さて、スプリング・エフェメラルのギフチョウとヒメギフチョウ。天気予報から5月3日が最適と判断し、2日22時に自宅を出発。長野県白馬村の目的地に3日午前2時到着。6時まで仮眠して、まずはロケハン。チョウの飛翔範囲において絵になるカタクリを探して待機。朝の気温は7℃であったが、日が高くなるにつれてグングンと上昇。(正午には22℃)1頭目が飛び出したのは8時半であった。次第に数が増え、広範囲に渡って何頭も飛んでいる。しかし、飛びまわっていてなかなか止まらず、止まっても地面かスミレで、肝心のカメラを向けているカタクリには一切止まってくれない。そこで、待ち伏せ作戦を止め、1頭1頭、飛んでいる後を追いかける作戦に変更。4時間かかって、ようやくカタクリに止まったヒメギフチョウを撮影することができたが、アングル的に難があり満足できる絵は撮れなかった。

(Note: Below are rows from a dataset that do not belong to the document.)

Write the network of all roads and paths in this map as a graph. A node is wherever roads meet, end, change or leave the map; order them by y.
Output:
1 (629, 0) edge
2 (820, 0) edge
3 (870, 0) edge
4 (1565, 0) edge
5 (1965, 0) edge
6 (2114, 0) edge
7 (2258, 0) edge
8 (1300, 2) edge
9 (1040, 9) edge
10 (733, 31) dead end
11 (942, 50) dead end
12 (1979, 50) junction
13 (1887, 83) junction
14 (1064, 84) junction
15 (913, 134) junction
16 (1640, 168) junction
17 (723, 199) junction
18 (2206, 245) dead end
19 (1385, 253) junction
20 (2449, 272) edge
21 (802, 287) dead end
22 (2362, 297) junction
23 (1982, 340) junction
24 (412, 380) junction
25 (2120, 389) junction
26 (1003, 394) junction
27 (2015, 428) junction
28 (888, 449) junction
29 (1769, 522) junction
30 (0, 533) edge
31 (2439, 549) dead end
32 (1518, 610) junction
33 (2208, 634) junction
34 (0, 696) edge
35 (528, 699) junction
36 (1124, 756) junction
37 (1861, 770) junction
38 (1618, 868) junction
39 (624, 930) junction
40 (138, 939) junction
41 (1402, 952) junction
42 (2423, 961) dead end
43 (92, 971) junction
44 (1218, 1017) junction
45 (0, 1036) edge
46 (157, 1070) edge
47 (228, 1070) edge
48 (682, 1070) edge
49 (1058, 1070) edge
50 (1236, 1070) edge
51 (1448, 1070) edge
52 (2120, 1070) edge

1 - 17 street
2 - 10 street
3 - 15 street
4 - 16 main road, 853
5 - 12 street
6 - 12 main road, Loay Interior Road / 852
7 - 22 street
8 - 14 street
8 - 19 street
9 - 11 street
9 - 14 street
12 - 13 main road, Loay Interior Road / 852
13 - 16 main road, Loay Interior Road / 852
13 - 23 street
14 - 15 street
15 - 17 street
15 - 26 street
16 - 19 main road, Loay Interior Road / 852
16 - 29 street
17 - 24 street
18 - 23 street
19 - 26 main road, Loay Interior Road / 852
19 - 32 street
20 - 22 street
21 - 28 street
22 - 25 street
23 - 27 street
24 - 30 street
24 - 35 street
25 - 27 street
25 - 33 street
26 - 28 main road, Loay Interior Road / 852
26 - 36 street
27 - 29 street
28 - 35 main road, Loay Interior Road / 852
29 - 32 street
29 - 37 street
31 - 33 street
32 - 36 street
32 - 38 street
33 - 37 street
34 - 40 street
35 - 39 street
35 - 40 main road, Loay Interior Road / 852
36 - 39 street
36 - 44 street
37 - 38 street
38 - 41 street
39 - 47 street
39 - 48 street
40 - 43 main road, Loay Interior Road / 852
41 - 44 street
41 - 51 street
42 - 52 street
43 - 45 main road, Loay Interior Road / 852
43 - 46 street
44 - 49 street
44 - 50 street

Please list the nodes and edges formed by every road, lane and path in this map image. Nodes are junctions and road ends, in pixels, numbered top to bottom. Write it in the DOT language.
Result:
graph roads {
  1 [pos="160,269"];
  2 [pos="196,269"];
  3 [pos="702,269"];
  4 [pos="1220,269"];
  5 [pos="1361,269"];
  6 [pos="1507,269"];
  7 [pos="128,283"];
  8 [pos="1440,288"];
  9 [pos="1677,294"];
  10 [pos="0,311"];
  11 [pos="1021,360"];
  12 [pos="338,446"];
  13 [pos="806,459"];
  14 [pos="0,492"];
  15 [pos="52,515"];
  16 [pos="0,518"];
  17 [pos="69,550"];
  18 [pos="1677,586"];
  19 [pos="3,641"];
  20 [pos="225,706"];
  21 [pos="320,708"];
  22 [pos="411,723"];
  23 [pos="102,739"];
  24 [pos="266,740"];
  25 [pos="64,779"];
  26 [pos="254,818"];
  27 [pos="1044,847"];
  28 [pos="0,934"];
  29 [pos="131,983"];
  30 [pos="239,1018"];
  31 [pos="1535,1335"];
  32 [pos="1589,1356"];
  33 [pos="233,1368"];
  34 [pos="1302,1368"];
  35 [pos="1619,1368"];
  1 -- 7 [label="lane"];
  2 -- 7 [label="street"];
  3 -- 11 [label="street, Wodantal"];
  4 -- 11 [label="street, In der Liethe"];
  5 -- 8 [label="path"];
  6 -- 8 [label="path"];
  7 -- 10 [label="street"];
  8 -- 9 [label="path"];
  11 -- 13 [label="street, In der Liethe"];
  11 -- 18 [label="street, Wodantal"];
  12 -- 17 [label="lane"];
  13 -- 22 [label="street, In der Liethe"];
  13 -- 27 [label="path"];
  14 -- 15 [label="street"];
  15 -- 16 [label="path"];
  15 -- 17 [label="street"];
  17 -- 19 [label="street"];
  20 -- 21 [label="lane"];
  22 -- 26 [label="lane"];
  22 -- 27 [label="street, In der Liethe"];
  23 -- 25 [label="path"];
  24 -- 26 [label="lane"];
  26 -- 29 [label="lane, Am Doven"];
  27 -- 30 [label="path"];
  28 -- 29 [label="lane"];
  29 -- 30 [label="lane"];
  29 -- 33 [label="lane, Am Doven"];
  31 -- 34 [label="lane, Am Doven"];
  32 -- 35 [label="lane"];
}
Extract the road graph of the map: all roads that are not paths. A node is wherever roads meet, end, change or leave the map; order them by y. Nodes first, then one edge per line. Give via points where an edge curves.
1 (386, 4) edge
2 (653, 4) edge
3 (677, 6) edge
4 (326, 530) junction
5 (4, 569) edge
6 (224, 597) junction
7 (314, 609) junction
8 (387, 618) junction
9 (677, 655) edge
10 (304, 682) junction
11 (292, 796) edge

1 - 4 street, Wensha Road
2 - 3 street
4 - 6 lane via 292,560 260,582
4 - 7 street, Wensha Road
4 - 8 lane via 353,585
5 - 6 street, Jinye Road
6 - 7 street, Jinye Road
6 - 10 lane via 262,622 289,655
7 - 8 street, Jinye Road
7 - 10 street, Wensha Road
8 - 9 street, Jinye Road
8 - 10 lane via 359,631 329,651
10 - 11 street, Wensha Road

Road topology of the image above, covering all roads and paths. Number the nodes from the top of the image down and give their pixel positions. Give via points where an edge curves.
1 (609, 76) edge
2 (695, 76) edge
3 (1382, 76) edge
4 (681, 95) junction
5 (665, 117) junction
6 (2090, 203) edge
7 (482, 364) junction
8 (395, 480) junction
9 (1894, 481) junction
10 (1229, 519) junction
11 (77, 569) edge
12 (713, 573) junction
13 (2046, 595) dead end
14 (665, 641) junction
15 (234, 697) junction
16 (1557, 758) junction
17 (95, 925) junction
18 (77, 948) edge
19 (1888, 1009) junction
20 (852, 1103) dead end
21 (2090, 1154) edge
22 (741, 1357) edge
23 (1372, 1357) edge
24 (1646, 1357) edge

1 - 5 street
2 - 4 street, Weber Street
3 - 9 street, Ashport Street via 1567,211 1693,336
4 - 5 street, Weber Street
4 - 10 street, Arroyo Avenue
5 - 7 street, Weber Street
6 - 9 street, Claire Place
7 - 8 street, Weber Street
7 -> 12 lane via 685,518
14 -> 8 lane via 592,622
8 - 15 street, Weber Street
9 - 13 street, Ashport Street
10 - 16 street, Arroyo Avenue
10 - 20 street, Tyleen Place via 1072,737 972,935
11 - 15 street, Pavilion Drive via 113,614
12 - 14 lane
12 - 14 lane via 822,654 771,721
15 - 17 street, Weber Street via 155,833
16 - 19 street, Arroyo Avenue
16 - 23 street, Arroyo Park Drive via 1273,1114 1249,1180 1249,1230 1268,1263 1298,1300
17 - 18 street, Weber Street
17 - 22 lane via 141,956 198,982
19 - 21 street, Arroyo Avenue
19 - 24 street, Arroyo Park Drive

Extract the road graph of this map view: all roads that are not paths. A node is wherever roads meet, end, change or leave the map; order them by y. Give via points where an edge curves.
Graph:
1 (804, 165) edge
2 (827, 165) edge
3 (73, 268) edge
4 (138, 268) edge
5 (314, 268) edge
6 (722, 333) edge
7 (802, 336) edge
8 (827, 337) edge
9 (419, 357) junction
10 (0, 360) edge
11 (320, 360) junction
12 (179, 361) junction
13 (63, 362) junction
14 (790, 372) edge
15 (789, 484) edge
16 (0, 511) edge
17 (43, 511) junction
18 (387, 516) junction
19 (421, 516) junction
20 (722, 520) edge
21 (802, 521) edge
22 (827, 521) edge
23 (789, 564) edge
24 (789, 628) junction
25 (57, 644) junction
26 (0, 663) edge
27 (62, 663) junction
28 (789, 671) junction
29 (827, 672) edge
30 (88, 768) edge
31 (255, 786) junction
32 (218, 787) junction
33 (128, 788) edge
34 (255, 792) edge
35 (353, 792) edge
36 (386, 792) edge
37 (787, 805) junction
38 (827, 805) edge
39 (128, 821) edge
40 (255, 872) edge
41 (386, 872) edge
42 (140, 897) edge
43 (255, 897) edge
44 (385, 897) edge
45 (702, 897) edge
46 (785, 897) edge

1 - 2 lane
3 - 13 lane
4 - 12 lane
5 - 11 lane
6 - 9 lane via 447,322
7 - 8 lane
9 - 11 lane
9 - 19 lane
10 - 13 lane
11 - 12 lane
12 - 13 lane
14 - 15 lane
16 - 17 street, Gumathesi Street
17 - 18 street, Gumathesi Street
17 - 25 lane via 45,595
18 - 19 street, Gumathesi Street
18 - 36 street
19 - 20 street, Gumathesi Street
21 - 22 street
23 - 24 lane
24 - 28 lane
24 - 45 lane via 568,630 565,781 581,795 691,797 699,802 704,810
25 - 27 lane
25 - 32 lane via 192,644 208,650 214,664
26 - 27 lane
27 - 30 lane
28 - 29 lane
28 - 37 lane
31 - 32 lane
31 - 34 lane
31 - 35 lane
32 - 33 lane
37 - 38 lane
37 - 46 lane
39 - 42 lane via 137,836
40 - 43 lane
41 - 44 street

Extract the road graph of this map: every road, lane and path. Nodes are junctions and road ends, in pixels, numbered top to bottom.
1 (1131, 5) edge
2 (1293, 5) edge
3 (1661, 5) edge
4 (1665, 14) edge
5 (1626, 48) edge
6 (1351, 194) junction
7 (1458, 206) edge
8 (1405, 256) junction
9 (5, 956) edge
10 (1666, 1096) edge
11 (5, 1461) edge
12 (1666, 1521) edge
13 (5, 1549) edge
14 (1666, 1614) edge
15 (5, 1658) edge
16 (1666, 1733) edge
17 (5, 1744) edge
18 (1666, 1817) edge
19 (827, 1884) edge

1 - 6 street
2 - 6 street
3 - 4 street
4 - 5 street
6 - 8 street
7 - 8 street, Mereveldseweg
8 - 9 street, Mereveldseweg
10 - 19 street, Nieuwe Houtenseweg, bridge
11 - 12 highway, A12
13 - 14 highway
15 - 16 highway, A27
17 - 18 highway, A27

最後に掲載した写真は、ウスバサイシンの葉裏に産み付けられたヒメギフチョウの卵である。(初撮影)
白馬村は、ちょうど桜が満開で、中綱湖のオオヤマザクラも見頃で、カラマツの新緑も美しい。ギフチョウのイエローバンドは、発見できず。この場で一泊して翌日は、更に色々と撮影したかったのだが、4日は家族で日帰りドライブの予定があり、午後12時半で撤退。帰路に就く。私の昆虫写真の理念は、特徴が分かる美しい図鑑写真であること。次に、生態写真であること。そして、芸術的作品であることなので、今回も目標を達成していない。カタクリでの吸蜜写真は、もっとローアングルで撮影すること、そしてギフチョウのイエローバンド撮影は来年の課題としたい。
ギフチョウ
Canon EOS 7D / TAMRON SP AF70-200mm F/2.8 Di LD (IF) MACRO
絞り優先AE F8.0 1/320秒 ISO 320(撮影地:長野県北安曇郡白馬村 2014.5.3 9:56)
ヒメギフチョウ
Canon EOS 7D / TAMRON SP AF70-200mm F/2.8 Di LD (IF) MACRO
絞り優先AE F8.0 1/250秒 ISO 250 -1/3EV(撮影地:長野県北安曇郡白馬村 2014.5.3 12:04)
ギフチョウ(スミレでの吸蜜)
Canon EOS 7D / TAMRON SP AF70-200mm F/2.8 Di LD (IF) MACRO
絞り優先AE F8.0 1/320秒 ISO 320(撮影地:長野県北安曇郡白馬村 2014.5.3 9:56)
ヒメギフチョウ(キクザキイチゲでの吸蜜)
Canon EOS 7D / TAMRON SP AF70-200mm F/2.8 Di LD (IF) MACRO
絞り優先AE F8.0 1/250秒 ISO 250(撮影地:長野県北安曇郡白馬村 2014.5.3 11:31)
ヒメギフチョウ(カタクリでの吸蜜)
Canon EOS 7D / TAMRON SP AF70-200mm F/2.8 Di LD (IF) MACRO
絞り優先AE F8.0 1/320秒 ISO 250(撮影地:長野県北安曇郡白馬村 2014.5.3 11:32)
ヒメギフチョウ(カタクリでの吸蜜)
Canon EOS 7D / TAMRON SP AF70-200mm F/2.8 Di LD (IF) MACRO
絞り優先AE F8.0 1/250秒 ISO 320 -1/3EV(撮影地:長野県北安曇郡白馬村 2014.5.3 8:10)
ヒメギフチョウの卵
Canon EOS 7D / TAMRON SP AF90mmF/2.8 Di MACRO1:1
絞り優先AE F8.0 1/160秒 ISO 1600(撮影地:長野県北安曇郡白馬村 2014.5.3 10:16)
こんにちは。
カタクリと一緒に撮れて良かったですね。
苦労された甲斐がありましたね。
お疲れ様でした。
多摩NTの住人様、こんばんは。
何とか撮りましたが、カタクリに止まったという「記録写真」でしかありません。「作品」にするには、もっとアングルに気を配らなければなりません。ただ、4時間追いかけたお陰で、ギフチョウとヒメギフチョウの飛翔範囲や行動パターンが分かりましたので、また来年、白馬に行って「作品」になる写真を撮りたいと思います。